Having just finished Scarlett Thomas' "PopCo", I find myself longing for non-contemporary novels. I have been reading many books recently but all have all been written within the last thirty years. I long for a different sort of prose, a different perspective. And so I have been looking at my book shelves, thought about the books I have had to abandoned earlier in my life, and then I finally uncovered James Joyce's "A Portrait of the Artist as a Young Man". The choice was between "Portrait", "Ulysses" and Sterne's "Tristram Shandy". Clearly I'm going for the easy option because, well, I'm like that.

But I have a credit card and access to amazon.co.uk.

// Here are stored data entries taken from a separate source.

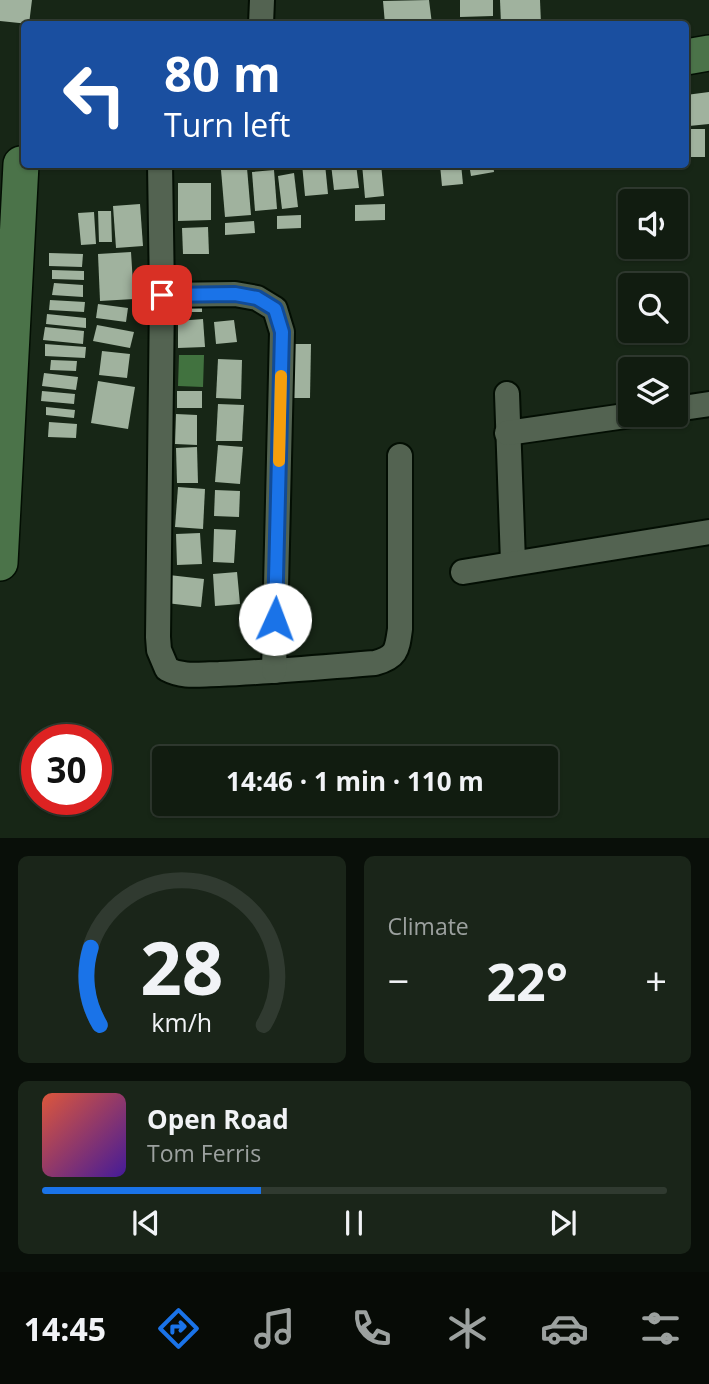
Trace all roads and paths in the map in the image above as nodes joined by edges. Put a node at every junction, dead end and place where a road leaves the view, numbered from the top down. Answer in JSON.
{"nodes":[{"id":1,"x":262,"y":0,"type":"edge"},
{"id":2,"x":261,"y":21,"type":"edge"},
{"id":3,"x":709,"y":53,"type":"edge"},
{"id":4,"x":689,"y":56,"type":"edge"},
{"id":5,"x":15,"y":165,"type":"edge"},
{"id":6,"x":160,"y":168,"type":"edge"},
{"id":7,"x":162,"y":295,"type":"junction"},
{"id":8,"x":507,"y":394,"type":"dead end"},
{"id":9,"x":709,"y":404,"type":"edge"},
{"id":10,"x":688,"y":407,"type":"edge"},
{"id":11,"x":618,"y":417,"type":"edge"},
{"id":12,"x":507,"y":433,"type":"junction"},
{"id":13,"x":400,"y":456,"type":"dead end"},
{"id":14,"x":709,"y":532,"type":"edge"},
{"id":15,"x":513,"y":562,"type":"junction"},
{"id":16,"x":0,"y":563,"type":"edge"},
{"id":17,"x":463,"y":572,"type":"dead end"},
{"id":18,"x":274,"y":671,"type":"junction"}],
"edges":[{"from":1,"to":2,"type":"street"},
{"from":3,"to":4,"type":"main road"},
{"from":5,"to":16,"type":"main road"},
{"from":6,"to":7,"type":"street"},
{"from":7,"to":18,"type":"street"},
{"from":7,"to":18,"type":"street"},
{"from":8,"to":12,"type":"street"},
{"from":9,"to":10,"type":"street"},
{"from":11,"to":12,"type":"street"},
{"from":12,"to":15,"type":"street"},
{"from":13,"to":18,"type":"street"},
{"from":14,"to":15,"type":"street"},
{"from":15,"to":17,"type":"street"}]}
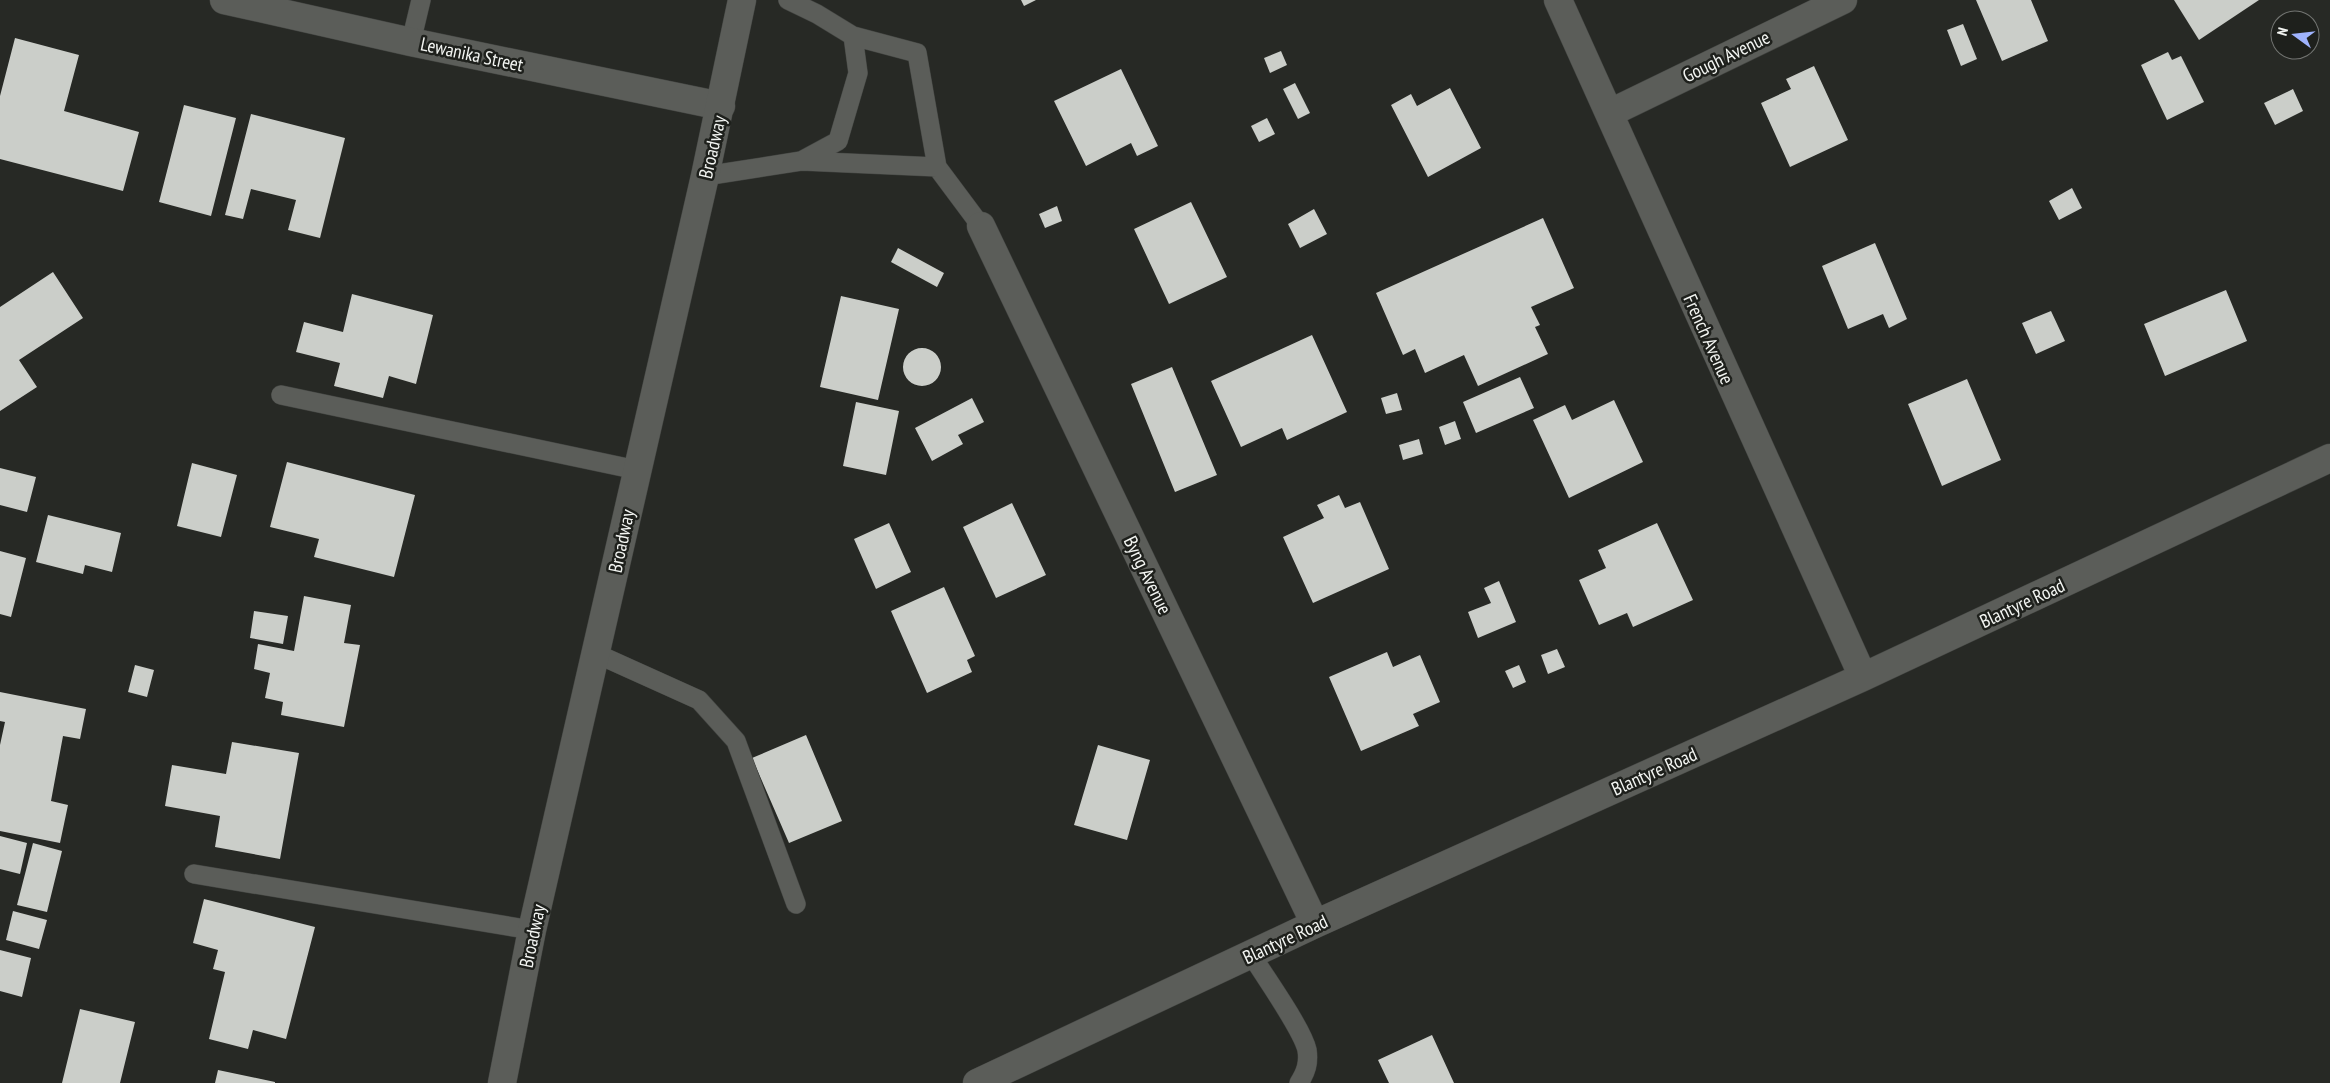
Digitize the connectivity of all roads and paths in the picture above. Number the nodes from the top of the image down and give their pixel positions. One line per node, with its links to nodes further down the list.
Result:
1 (224, 0): 8 (street, Lewanika Street)
2 (421, 0): 8 (lane)
3 (742, 0): 9 (street, Broadway)
4 (788, 0): 7 (lane)
5 (1558, 0): 10 (street, French Avenue)
6 (1843, 0): 10 (street, Gough Avenue)
7 (853, 36): 11 (lane); 12 (lane)
8 (411, 42): 9 (street, Lewanika Street)
9 (721, 106): 13 (street, Broadway)
10 (1610, 113): 19 (street, French Avenue)
11 (800, 161): 12 (lane); 13 (lane)
12 (937, 167): 14 (lane)
13 (705, 176): 17 (street, Broadway)
14 (981, 226): 22 (street, Byng Avenue)
15 (281, 395): 17 (lane)
16 (2330, 458): 19 (street, Blantyre Road)
17 (636, 470): 18 (street, Broadway)
18 (597, 654): 21 (lane); 23 (street, Broadway)
19 (1863, 677): 22 (street, Blantyre Road)
20 (194, 874): 23 (lane)
21 (796, 904)
22 (1316, 924): 24 (street, Blantyre Road)
23 (532, 930): 25 (street, Broadway)
24 (1251, 954): 26 (street, Blantyre Road); 27 (lane)
25 (502, 1083)
26 (977, 1083)
27 (1299, 1083)

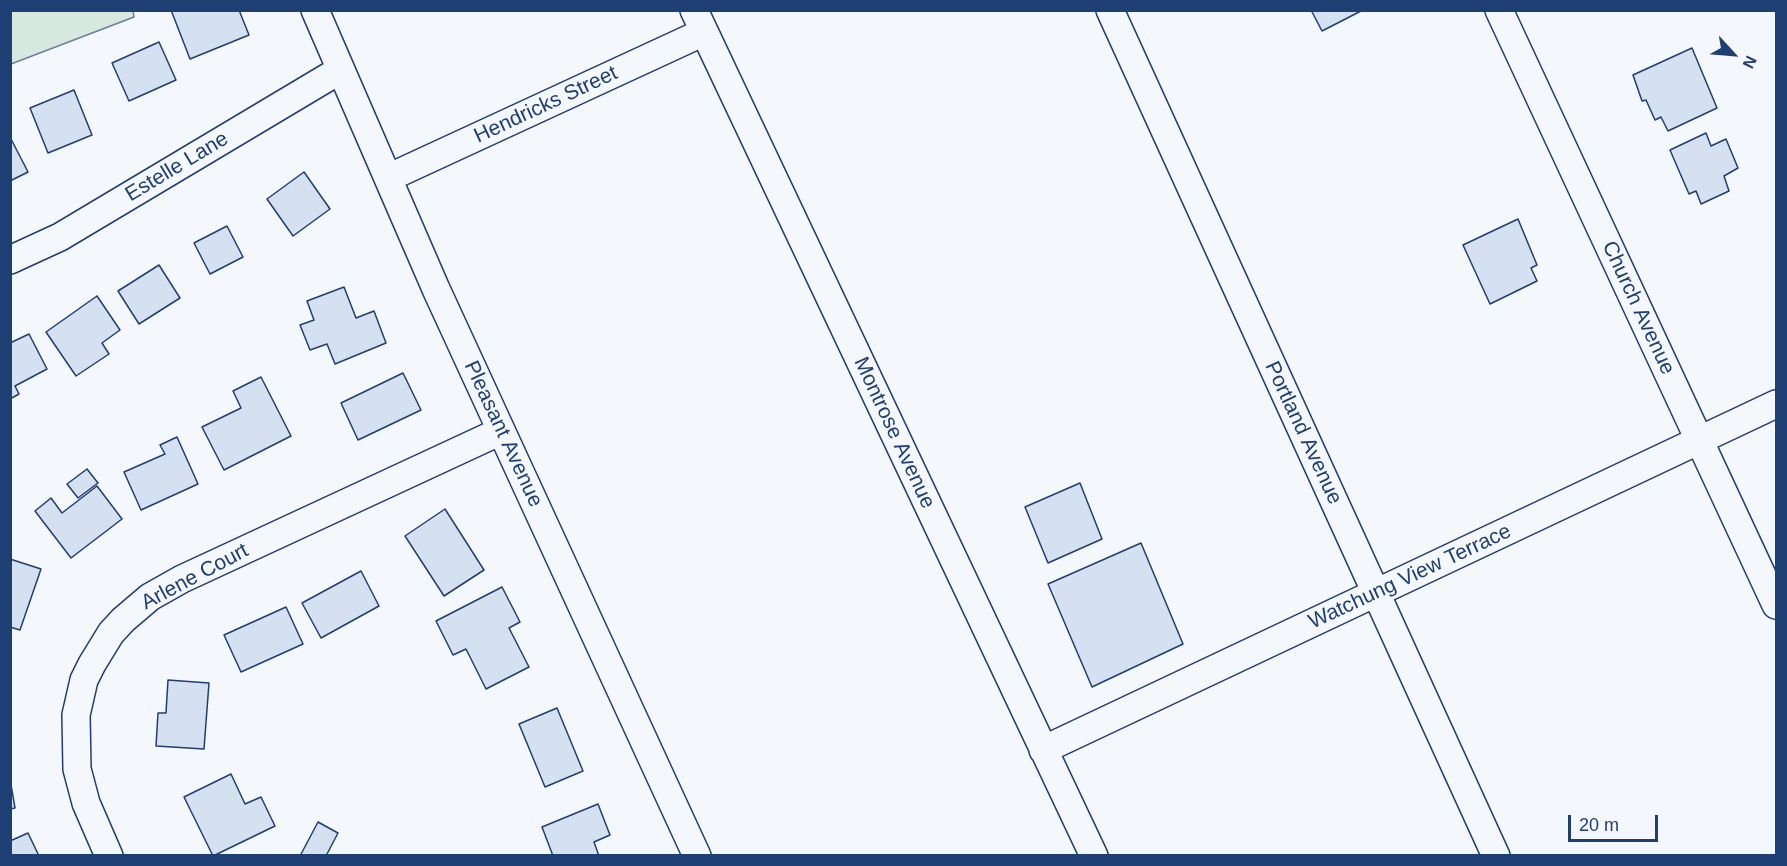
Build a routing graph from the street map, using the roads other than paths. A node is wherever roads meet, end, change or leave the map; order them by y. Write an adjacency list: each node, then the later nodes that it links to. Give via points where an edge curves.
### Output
1 (315, 10): 5 (street, Pleasant Avenue)
2 (1110, 10): 11 (street, Portland Avenue)
3 (1499, 10): 10 (street, Church Avenue)
4 (699, 21): 6 (street, Hendricks Street); 13 (street, Montrose Avenue)
5 (340, 70): 6 (street, Pleasant Avenue); 7 (street, Estelle Lane, via 60,237)
6 (388, 178): 9 (street, Pleasant Avenue)
7 (10, 260)
8 (1776, 404): 10 (street, Watchung View Terrace)
9 (501, 431): 14 (street, Arlene Court, via 182,579 150,597 123,620 84,680 76,715 77,770 86,803); 15 (street, Pleasant Avenue)
10 (1700, 440): 11 (street, Watchung View Terrace); 12 (street, Church Avenue)
11 (1376, 593): 13 (street, Watchung View Terrace); 17 (street, Portland Avenue)
12 (1776, 606)
13 (1044, 750): 16 (street, Montrose Avenue)
14 (109, 855)
15 (697, 855)
16 (1094, 855)
17 (1497, 855)

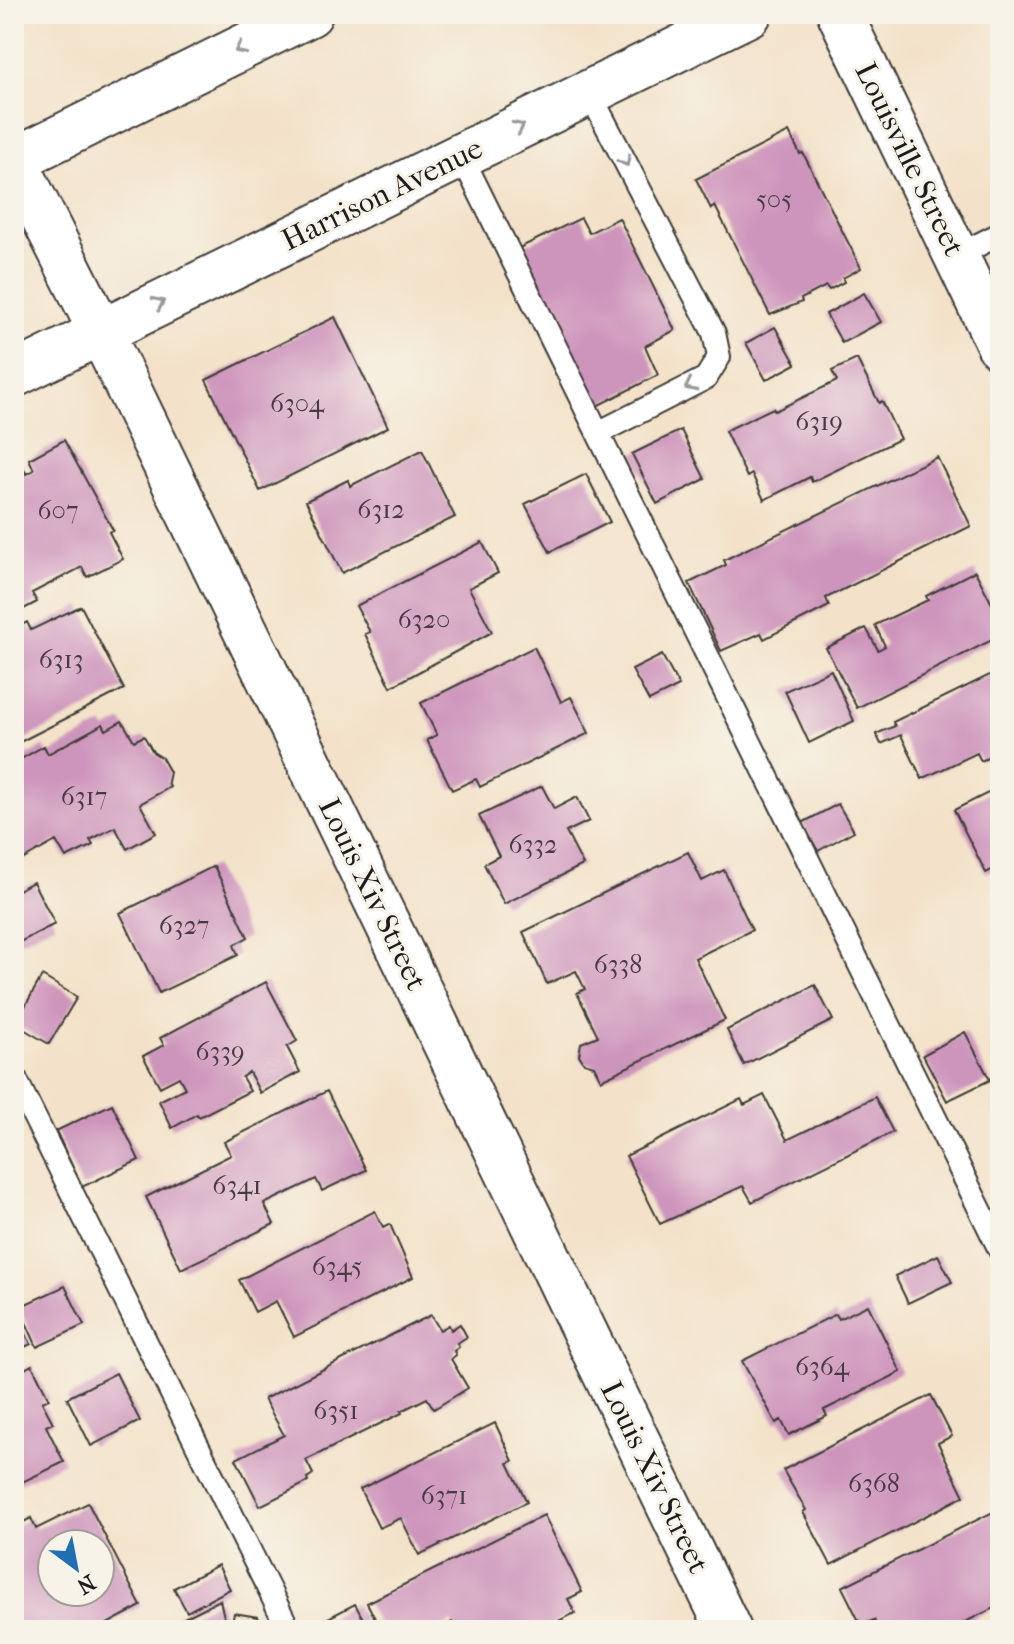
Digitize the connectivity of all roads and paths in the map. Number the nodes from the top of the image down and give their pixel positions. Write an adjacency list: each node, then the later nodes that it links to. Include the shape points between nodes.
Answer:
1 (310, 14): 6 (street, one-way to 6)
2 (749, 14): 4 (street, Harrison Avenue)
3 (840, 14): 8 (street, Louisville Street)
4 (589, 92): 5 (street, Harrison Avenue, one-way to 4); 12 (lane, one-way to 12, via 714,333 719,357 706,378)
5 (461, 155): 9 (street, Harrison Avenue, one-way to 5); 12 (lane)
6 (14, 160): 9 (street, Louis Xiv Street)
7 (1000, 234): 8 (lane)
8 (956, 256): 10 (street, Louisville Street)
9 (101, 332): 11 (street, Harrison Avenue); 16 (street, Louis Xiv Street)
10 (1000, 347)
11 (14, 375)
12 (598, 433): 14 (lane)
13 (14, 1076): 15 (lane)
14 (1000, 1250)
15 (289, 1630)
16 (729, 1630)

I also have ideas (some borrowed from Harold Bloom, others from Clifton Fadiman and finally a few picked up along the way) about what to buy. But I want to ask you for a recommendation.

    The criteria:

    written in English

    written pre-1940

    fiction

    novel-length

    nothing I will have read before (which excludes all of Austen, actually)

Feel free to add as many slightly left-field recommendations as you'd like and, if you want, your reason for recommending the novel.

In other news, I foolishly thought I would take tea with some good friends today (it is my birthday tomorrow). This led to a collapse in public and a subsequent three-hour nap. Sometimes I forget how little energy I actually do have and that I cannot just dismiss the lack of energy. Unfortunately every little action has a consequence.

Currently Reading..

Heard sung outside on the street at around 9am: I do, I do, I do believe in faeries...

I finished reading Cormac McCarthy's excellent The Road yesterday. Its sparse, exquisite prose reminded me of Marilynne Robinson's Gilead as did the preoccupation with love and tenderness. However, while Gilead is about a place and staying there, The Road travels through nameless towns, through woods and across mountains. It deals with a world where there are no places or localities - insofar as 'place' is situated in time (cf. Foucault and the discussion of space/place) or in memory. McCarthy's book is bleak, austere and shockingly beautiful. It is also a strong contender for Best Read of 2008.

Speaking of which, one of the best reads I had last year was the flawed but absolutely fascinating The End of Mr Y by Scarlett Thomas. I just picked up her PopCo and I am somewhat reassured by reviewers insisting that despite the ghastly cover, it is 'intelligent and witty'.

Finally, astute readers with stalkerishly attention to blog-details may note that I have re-designed Fourth Edition and that it now bears an astonishing resemblance to a certain blogspot blog I kept years and years ago. What can I say? I'm retro.

The Scandal of the Season

I am currently reading Sophie Gee's "The Scandal of the Season" and it is a bewildering read.

The plot outline: 18th century Britain. Catholics and Protestants live side by side uneasily. The young poet Alexander Pope is heading to London to make his name. He encounters a situation he'll later immortalise in the wonderful mock epic The Rape of the Lock. So, by all accounts you get literary history in the making, the (in)famous flirt between Lord Petre and Arabella Fermor (as immortalised in the poem), religious troubles and a look at the early 18th century landscape. Ms Gee knows a helluva lot about the period and therein lies the real problem of this book.

I cannot enjoy it as fiction. The characters speak wonderfully witty early 18th century English but they all speak in the same manner. There is no distinct turn of phrase, no subtle nuances to their voices and after a few pages it begins to grate. The characters are not fleshed out, they never leap off the page and the plot drags. Furthermore, because Sophie Gee has her characters repartee so beautifully, the more modern phrases she occasionally employs spring out and annoy. As an expert writing on the literary and political landscape of early 18th century London, Gee convinces, though. I wish she had written a nice, witty treatise on that subject - she has apparently written academic articles on the matter - but it's not very likely that little book would have made it to my little secondhand bookstore.

I did find Read for Pleasure through googling for Sophie Gee, so not all's lost.